- [Work to be completed] Which lines have the string "Patel"? Copy all of them from the entries below.

- [The records]
========================
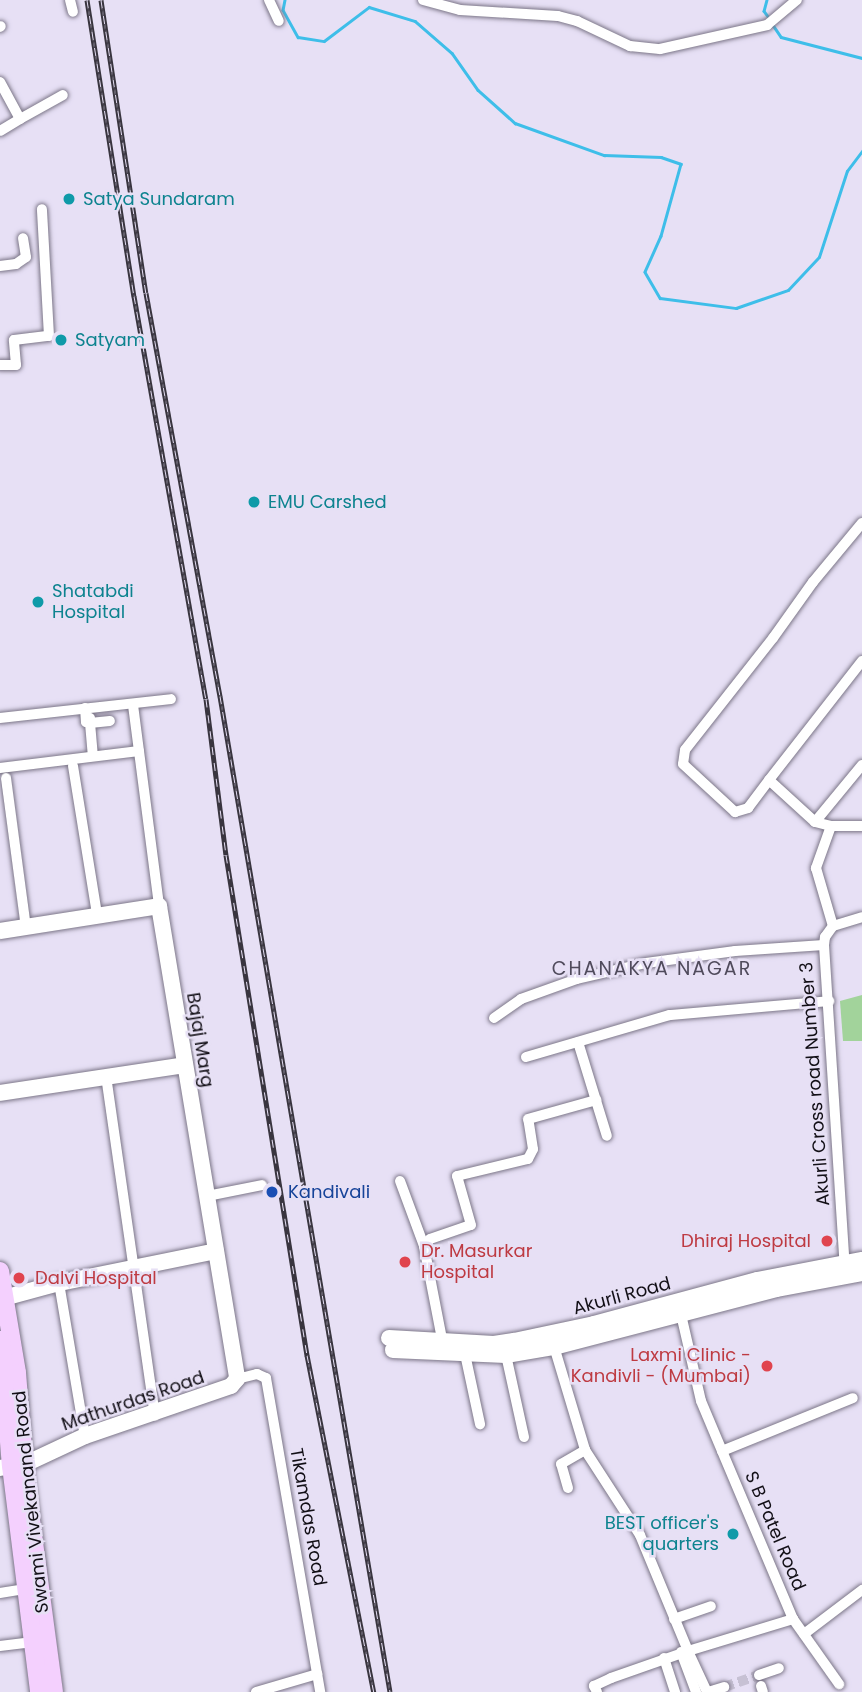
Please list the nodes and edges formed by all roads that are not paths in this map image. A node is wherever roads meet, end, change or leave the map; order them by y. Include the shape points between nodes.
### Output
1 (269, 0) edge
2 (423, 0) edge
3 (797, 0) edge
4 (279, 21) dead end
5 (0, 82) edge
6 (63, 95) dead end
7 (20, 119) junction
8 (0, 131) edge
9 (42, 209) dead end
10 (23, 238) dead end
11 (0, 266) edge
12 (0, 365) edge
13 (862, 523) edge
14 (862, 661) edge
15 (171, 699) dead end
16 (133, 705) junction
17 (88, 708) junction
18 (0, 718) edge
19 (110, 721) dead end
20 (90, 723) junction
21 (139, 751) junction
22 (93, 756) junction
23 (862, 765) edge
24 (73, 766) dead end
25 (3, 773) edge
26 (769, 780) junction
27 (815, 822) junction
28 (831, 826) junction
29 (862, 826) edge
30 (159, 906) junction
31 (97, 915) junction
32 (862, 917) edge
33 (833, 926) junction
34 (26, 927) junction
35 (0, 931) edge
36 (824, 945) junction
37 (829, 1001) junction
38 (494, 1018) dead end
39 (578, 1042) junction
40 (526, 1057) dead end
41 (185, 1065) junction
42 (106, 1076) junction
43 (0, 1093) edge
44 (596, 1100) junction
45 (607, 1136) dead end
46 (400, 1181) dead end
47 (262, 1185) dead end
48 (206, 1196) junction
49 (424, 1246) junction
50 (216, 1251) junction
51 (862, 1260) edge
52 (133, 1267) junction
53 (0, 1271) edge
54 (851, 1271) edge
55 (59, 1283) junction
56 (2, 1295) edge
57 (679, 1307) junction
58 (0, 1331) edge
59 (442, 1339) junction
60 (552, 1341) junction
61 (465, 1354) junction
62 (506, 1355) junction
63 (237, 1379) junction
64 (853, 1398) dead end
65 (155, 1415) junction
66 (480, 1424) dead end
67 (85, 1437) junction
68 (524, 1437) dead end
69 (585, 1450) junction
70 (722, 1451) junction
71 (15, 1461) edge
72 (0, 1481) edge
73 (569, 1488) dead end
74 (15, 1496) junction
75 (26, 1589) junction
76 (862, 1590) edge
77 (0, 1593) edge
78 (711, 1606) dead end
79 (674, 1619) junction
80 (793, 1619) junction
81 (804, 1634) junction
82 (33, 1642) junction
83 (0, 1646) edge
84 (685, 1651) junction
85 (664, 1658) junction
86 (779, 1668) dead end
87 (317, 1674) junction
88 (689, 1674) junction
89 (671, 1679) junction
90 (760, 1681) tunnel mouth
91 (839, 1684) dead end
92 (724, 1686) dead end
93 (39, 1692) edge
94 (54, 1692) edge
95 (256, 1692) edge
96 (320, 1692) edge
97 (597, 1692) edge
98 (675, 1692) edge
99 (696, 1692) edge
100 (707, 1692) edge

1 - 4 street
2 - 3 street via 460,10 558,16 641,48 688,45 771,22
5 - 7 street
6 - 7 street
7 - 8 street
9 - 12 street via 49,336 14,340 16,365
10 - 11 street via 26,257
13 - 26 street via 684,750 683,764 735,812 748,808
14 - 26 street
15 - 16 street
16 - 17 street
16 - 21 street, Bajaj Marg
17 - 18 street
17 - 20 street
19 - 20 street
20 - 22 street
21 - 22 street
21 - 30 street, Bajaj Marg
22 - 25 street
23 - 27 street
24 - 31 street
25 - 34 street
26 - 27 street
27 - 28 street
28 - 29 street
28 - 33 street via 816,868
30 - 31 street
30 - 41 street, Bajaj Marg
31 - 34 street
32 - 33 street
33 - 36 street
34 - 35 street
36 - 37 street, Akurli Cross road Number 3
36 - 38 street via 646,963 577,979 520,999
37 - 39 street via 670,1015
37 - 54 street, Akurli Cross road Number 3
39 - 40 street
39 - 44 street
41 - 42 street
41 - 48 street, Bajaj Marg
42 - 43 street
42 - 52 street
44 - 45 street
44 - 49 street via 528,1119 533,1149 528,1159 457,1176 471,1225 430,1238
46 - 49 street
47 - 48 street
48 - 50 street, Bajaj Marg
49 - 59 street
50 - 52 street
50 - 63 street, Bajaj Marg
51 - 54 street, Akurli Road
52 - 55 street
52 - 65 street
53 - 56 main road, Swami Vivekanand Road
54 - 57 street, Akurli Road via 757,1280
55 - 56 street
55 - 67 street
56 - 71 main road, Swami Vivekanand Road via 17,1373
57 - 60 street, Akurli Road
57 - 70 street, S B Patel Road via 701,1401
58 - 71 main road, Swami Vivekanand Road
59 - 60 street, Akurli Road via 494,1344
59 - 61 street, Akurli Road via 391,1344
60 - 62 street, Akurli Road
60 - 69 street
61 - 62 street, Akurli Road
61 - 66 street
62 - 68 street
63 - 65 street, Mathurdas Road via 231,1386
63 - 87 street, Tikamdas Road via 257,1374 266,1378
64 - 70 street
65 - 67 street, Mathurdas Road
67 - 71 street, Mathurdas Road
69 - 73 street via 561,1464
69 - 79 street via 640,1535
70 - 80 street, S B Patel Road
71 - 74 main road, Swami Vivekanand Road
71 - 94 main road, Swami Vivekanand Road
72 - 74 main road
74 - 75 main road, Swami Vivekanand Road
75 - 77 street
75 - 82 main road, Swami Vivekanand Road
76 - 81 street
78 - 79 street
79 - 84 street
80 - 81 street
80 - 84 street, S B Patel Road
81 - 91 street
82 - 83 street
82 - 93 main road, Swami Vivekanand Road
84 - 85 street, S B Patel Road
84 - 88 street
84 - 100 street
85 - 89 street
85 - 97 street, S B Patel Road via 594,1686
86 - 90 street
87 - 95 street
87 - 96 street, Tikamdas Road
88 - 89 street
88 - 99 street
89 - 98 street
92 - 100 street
========================
- [Answer section]
57 - 70 street, S B Patel Road via 701,1401
70 - 80 street, S B Patel Road
80 - 84 street, S B Patel Road
84 - 85 street, S B Patel Road
85 - 97 street, S B Patel Road via 594,1686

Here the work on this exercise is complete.